WHAT NEEDS TO BE DONE →
In the listing below, find the line containing "cairo_arc(ctx, x + r, y + r, r, M_PI, 1.5" and the line containing "static void paste(cairo_t". Repeat exactly those two lines and every line between them, nothing more.

RECORD EXCERPTS →

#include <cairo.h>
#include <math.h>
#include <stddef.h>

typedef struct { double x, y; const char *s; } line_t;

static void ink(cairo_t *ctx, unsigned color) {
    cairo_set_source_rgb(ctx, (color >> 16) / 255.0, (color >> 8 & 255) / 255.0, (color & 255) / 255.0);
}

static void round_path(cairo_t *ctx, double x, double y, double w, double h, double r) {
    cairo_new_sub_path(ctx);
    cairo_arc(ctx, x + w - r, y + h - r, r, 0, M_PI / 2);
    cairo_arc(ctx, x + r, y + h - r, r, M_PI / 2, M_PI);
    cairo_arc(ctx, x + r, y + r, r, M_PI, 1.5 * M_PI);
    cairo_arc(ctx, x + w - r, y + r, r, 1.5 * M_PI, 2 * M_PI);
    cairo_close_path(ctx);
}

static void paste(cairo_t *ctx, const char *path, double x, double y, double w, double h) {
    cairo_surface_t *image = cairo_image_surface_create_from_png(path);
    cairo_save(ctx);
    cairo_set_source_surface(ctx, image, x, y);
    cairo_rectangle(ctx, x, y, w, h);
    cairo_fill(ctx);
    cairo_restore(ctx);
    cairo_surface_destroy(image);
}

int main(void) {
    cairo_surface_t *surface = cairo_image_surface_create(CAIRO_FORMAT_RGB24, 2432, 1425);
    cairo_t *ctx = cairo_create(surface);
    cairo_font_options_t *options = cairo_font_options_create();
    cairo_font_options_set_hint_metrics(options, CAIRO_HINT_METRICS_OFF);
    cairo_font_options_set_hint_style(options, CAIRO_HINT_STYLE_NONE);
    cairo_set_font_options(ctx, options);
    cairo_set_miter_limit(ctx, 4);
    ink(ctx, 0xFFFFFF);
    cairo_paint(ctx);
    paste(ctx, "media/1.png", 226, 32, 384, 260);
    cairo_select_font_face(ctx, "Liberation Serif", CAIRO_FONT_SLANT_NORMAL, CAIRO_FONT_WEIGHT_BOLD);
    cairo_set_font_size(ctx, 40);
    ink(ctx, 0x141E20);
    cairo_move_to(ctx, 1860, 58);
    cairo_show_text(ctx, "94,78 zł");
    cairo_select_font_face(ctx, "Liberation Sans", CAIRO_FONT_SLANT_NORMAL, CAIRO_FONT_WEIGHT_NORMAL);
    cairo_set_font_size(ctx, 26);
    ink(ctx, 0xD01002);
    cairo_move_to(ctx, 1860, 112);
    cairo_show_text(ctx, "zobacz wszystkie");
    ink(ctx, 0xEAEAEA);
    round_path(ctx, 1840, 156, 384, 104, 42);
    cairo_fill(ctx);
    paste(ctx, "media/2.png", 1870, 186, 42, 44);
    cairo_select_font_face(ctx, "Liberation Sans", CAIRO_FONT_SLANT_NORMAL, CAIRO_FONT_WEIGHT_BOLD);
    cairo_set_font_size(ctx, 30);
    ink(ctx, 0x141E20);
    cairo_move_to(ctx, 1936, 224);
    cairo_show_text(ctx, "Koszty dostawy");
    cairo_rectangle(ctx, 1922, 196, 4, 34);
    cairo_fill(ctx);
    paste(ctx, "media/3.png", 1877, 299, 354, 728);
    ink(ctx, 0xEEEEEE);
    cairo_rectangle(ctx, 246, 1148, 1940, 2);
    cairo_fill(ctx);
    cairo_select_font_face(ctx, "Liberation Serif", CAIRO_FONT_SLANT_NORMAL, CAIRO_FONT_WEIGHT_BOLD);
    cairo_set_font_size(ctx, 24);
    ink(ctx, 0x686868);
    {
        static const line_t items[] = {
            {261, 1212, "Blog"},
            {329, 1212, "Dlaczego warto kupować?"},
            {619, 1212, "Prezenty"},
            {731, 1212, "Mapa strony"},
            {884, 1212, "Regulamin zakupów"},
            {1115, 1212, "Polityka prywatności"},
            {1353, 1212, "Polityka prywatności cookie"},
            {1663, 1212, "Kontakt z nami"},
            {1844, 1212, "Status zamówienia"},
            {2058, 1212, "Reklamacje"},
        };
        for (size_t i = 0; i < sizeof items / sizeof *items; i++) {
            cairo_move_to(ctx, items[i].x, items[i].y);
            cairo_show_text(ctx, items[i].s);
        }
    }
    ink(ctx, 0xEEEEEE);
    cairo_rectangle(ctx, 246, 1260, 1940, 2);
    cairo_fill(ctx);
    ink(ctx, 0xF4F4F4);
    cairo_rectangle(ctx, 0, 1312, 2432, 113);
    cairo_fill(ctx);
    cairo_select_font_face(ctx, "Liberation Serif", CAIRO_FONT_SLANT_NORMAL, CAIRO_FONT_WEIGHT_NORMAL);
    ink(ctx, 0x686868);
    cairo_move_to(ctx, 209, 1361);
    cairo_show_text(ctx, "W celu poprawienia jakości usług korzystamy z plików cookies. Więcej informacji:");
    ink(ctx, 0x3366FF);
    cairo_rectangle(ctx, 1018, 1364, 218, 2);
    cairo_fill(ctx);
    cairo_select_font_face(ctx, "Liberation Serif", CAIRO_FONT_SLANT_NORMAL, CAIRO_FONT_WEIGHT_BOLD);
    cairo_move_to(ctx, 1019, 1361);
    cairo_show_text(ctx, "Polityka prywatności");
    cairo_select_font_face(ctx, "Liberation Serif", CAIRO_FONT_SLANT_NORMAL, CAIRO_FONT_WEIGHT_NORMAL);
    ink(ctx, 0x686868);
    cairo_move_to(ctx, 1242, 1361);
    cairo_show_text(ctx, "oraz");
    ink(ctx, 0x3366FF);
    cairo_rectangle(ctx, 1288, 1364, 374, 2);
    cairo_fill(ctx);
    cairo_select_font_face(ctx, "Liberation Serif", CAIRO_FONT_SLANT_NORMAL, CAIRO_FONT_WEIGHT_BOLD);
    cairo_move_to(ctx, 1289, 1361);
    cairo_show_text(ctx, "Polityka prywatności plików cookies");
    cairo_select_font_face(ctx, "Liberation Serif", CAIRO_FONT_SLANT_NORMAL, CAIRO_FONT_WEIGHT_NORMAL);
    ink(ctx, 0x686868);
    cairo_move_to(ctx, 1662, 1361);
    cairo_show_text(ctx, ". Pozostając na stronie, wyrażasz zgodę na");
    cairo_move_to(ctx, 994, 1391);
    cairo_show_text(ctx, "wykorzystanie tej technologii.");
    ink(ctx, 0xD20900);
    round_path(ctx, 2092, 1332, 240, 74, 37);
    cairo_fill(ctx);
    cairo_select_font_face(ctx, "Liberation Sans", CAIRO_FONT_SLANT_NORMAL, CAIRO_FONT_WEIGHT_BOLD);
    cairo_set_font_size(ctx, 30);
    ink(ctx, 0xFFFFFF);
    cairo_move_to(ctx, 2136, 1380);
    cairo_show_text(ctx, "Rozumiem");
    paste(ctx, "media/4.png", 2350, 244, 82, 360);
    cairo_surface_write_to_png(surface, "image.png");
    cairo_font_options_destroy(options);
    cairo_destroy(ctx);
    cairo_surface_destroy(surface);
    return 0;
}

...

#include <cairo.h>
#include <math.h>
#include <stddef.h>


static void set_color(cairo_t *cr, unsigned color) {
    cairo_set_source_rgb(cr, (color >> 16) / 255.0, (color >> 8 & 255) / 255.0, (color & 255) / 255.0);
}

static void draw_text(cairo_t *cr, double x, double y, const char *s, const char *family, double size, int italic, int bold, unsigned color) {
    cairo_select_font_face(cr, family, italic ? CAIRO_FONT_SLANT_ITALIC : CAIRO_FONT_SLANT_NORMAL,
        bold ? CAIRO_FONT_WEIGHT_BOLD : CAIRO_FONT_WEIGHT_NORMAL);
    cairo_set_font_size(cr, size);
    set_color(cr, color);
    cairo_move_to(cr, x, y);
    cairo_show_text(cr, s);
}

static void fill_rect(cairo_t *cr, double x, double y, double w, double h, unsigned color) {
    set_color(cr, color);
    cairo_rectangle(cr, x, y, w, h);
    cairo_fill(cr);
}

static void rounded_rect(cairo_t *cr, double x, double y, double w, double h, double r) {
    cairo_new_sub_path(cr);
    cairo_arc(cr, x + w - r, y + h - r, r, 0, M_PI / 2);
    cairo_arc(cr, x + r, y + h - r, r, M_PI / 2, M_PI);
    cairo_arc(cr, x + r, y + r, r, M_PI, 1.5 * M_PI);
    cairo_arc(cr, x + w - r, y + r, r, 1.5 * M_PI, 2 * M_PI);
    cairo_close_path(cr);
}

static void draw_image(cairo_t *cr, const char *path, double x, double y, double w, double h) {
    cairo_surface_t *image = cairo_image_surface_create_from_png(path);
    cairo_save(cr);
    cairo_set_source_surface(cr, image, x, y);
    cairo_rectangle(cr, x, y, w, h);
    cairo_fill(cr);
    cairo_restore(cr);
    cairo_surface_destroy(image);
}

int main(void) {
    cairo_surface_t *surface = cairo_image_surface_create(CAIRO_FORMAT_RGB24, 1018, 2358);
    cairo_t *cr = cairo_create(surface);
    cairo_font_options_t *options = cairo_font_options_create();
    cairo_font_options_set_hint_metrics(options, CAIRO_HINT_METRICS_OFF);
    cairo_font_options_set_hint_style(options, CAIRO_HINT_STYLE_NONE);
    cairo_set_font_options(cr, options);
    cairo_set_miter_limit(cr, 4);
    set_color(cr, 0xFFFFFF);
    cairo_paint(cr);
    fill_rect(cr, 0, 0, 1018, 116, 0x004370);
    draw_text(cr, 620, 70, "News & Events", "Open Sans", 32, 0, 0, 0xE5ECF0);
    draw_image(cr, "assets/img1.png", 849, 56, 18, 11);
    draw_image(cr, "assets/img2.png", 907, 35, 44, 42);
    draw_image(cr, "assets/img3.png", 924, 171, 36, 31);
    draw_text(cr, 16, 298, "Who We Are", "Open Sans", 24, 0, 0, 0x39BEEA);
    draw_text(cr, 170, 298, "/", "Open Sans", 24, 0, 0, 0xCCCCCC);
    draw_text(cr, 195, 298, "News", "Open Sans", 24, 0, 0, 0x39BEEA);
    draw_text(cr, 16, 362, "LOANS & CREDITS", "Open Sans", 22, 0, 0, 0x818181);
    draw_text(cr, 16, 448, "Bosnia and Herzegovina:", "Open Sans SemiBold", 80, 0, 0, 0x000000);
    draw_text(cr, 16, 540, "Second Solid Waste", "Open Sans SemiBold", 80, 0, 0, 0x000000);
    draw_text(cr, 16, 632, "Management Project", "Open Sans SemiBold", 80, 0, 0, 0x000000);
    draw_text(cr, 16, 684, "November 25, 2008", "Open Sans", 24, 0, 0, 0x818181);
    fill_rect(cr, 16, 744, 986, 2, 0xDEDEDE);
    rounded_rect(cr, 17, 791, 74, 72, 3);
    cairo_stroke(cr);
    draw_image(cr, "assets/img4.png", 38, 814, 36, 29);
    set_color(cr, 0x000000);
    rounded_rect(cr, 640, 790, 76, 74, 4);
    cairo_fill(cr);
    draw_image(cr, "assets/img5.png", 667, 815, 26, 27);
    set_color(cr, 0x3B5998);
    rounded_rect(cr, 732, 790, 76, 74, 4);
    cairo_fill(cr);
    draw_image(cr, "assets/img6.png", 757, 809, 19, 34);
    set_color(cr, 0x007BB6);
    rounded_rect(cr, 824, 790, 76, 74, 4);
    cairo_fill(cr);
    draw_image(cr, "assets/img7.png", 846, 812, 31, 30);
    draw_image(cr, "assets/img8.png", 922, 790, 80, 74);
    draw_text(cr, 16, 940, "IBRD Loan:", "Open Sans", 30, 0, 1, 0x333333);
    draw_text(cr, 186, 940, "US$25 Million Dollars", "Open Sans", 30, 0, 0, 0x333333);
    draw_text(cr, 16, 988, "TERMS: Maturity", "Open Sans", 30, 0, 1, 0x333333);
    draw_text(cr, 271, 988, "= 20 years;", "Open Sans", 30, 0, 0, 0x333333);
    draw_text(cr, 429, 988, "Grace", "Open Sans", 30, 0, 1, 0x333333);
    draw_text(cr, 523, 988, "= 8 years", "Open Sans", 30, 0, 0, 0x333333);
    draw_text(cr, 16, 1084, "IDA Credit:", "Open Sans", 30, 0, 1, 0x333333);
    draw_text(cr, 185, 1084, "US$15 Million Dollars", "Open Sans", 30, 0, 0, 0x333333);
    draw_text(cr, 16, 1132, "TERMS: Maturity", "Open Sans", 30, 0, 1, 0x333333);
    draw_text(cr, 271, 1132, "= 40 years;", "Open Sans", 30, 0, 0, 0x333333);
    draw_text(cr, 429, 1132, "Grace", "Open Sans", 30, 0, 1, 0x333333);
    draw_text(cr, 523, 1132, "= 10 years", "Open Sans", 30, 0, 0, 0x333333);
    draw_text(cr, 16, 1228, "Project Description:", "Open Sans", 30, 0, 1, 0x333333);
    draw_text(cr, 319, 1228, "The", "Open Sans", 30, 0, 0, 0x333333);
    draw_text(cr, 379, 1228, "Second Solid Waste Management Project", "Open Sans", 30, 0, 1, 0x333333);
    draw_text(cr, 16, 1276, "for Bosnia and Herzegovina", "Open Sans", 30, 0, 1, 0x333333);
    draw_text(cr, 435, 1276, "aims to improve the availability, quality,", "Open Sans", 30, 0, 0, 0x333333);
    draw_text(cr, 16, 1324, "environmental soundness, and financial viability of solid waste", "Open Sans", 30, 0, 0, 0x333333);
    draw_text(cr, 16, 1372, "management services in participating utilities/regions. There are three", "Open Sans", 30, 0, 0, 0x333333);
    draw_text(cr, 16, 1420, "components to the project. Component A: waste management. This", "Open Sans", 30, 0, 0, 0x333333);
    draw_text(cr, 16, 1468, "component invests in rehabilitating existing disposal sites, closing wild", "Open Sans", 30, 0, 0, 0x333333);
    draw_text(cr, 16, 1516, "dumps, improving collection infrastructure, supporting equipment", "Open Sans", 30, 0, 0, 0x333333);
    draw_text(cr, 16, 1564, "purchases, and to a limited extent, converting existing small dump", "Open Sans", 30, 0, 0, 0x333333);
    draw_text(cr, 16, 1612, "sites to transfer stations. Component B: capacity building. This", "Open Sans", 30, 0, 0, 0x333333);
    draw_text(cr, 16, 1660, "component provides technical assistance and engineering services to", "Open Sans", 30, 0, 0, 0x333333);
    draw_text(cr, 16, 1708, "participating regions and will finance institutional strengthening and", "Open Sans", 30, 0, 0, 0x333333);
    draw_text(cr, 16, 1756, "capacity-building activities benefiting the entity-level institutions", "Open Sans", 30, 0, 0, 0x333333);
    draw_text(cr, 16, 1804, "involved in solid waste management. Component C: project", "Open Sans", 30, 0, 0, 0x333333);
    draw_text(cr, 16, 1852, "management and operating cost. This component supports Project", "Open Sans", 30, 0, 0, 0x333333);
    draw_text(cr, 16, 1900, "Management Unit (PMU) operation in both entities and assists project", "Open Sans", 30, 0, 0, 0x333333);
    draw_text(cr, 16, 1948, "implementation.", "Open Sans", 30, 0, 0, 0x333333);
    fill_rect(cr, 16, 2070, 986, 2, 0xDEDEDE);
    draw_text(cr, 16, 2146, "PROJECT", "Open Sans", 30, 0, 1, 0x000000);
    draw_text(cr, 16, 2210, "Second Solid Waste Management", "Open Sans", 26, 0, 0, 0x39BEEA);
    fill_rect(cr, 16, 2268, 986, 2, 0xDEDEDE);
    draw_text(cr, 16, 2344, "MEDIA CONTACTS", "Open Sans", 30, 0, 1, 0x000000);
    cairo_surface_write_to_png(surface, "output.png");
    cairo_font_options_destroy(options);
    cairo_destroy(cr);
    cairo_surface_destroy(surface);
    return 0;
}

---

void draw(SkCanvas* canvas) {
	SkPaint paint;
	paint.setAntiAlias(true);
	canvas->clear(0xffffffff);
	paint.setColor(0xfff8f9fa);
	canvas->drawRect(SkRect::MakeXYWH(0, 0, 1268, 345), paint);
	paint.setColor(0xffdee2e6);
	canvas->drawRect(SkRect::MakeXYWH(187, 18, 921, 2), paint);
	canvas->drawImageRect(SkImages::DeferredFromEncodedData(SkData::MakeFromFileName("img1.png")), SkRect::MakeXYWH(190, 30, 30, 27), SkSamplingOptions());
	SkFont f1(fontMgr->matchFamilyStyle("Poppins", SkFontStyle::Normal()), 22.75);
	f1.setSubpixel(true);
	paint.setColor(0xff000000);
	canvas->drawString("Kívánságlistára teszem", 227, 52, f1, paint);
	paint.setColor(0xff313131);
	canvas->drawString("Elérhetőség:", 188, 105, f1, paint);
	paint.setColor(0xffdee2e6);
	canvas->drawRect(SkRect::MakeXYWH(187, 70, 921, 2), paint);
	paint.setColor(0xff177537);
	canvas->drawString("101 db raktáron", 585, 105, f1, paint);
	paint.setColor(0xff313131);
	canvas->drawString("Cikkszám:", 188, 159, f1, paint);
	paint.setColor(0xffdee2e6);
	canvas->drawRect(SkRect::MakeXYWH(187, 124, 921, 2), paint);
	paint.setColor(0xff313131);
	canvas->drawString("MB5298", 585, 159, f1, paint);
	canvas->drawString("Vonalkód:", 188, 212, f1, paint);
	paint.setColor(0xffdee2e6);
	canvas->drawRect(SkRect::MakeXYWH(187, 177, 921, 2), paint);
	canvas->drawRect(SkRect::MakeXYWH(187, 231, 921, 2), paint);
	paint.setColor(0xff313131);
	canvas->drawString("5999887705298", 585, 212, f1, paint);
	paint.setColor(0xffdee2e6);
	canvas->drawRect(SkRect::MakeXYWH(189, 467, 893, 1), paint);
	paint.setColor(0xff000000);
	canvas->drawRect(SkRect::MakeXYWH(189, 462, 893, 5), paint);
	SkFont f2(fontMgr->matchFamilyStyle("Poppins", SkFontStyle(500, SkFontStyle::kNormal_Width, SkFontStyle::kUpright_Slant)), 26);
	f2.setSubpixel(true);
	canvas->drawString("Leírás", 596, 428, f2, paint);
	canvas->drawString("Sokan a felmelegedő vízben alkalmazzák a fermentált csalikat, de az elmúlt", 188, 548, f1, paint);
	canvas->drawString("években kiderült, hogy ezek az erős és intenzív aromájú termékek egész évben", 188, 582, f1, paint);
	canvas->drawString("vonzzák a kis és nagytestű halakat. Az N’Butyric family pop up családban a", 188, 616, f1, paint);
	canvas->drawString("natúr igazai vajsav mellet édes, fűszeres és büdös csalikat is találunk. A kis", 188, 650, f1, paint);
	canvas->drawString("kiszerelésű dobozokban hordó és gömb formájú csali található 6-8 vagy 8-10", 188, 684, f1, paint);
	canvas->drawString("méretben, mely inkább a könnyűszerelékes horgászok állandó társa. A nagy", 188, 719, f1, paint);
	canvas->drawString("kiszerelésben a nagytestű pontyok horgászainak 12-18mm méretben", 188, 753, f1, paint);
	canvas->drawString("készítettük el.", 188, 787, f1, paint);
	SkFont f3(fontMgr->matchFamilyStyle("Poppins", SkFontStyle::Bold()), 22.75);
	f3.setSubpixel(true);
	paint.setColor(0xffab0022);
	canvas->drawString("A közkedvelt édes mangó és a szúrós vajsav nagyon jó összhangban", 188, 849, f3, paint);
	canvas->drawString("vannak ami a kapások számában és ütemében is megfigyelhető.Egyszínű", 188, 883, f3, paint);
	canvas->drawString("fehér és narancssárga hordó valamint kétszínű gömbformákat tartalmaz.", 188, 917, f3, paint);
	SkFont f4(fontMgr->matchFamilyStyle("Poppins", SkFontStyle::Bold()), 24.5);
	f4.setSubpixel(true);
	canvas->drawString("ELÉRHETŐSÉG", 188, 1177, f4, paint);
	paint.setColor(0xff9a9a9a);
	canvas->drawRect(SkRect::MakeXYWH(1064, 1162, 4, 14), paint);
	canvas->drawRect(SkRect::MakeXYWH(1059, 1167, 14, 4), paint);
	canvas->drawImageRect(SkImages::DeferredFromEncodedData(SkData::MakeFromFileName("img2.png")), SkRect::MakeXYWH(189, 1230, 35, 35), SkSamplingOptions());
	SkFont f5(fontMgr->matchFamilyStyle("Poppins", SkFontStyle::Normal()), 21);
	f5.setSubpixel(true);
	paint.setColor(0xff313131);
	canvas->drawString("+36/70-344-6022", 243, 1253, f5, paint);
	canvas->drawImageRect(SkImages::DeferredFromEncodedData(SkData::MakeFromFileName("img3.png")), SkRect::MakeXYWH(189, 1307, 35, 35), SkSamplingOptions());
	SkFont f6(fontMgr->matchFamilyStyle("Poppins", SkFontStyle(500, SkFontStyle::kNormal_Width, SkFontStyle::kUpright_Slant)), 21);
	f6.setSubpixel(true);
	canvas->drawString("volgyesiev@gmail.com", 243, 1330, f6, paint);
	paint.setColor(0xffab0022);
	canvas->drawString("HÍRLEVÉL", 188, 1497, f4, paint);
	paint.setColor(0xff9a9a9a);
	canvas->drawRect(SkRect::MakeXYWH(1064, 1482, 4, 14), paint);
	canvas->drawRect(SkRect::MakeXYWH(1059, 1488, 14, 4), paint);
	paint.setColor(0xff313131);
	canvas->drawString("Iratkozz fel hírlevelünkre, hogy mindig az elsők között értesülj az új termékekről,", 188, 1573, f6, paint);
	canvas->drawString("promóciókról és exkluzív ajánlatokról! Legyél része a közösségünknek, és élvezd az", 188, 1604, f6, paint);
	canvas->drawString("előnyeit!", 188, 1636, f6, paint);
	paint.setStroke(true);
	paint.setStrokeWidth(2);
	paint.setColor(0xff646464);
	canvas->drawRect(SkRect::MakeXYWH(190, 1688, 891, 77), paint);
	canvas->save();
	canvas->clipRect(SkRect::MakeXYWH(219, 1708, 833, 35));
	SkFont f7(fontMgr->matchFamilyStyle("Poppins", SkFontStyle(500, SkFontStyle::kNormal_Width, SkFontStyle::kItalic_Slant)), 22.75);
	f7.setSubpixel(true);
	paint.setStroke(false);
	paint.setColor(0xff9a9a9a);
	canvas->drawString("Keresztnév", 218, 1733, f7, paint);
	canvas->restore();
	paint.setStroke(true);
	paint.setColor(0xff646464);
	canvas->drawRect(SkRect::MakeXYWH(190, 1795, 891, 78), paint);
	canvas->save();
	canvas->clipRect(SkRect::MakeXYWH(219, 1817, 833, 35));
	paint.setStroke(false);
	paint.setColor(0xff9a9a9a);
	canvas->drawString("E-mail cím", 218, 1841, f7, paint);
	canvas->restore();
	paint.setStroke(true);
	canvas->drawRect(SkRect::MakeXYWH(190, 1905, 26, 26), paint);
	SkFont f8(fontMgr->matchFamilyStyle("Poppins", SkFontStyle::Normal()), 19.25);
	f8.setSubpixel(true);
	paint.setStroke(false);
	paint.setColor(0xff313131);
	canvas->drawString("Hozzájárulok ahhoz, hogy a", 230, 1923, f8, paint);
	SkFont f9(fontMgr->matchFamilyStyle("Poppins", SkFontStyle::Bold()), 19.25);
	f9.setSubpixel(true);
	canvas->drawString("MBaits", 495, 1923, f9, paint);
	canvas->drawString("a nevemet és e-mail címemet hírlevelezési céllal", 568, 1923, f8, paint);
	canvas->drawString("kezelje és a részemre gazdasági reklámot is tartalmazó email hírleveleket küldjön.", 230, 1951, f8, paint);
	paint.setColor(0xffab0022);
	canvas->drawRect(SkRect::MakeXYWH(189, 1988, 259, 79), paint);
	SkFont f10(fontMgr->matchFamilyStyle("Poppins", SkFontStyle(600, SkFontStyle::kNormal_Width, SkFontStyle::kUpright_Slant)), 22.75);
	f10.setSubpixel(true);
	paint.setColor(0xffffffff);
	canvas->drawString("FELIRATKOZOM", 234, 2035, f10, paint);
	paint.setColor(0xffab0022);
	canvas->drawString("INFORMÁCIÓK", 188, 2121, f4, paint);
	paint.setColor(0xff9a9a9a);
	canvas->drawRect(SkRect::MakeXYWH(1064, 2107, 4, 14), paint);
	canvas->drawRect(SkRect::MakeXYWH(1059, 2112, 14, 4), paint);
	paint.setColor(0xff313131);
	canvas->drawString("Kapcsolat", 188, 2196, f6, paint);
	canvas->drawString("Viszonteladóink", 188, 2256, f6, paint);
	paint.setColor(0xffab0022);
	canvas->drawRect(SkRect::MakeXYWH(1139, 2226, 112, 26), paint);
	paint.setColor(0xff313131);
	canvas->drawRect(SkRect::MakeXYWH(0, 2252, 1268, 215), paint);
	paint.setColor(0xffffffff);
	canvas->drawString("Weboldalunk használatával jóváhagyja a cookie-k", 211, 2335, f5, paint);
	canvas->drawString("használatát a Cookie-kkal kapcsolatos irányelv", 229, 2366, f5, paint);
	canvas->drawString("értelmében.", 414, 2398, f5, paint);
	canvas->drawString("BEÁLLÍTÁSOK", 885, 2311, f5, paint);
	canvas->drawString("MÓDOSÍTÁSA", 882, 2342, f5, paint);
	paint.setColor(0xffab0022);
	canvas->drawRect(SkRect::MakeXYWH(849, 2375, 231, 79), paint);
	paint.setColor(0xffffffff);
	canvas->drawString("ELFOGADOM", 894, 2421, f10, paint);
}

RESPONSE →
    cairo_arc(ctx, x + r, y + r, r, M_PI, 1.5 * M_PI);
    cairo_arc(ctx, x + w - r, y + r, r, 1.5 * M_PI, 2 * M_PI);
    cairo_close_path(ctx);
}

static void paste(cairo_t *ctx, const char *path, double x, double y, double w, double h) {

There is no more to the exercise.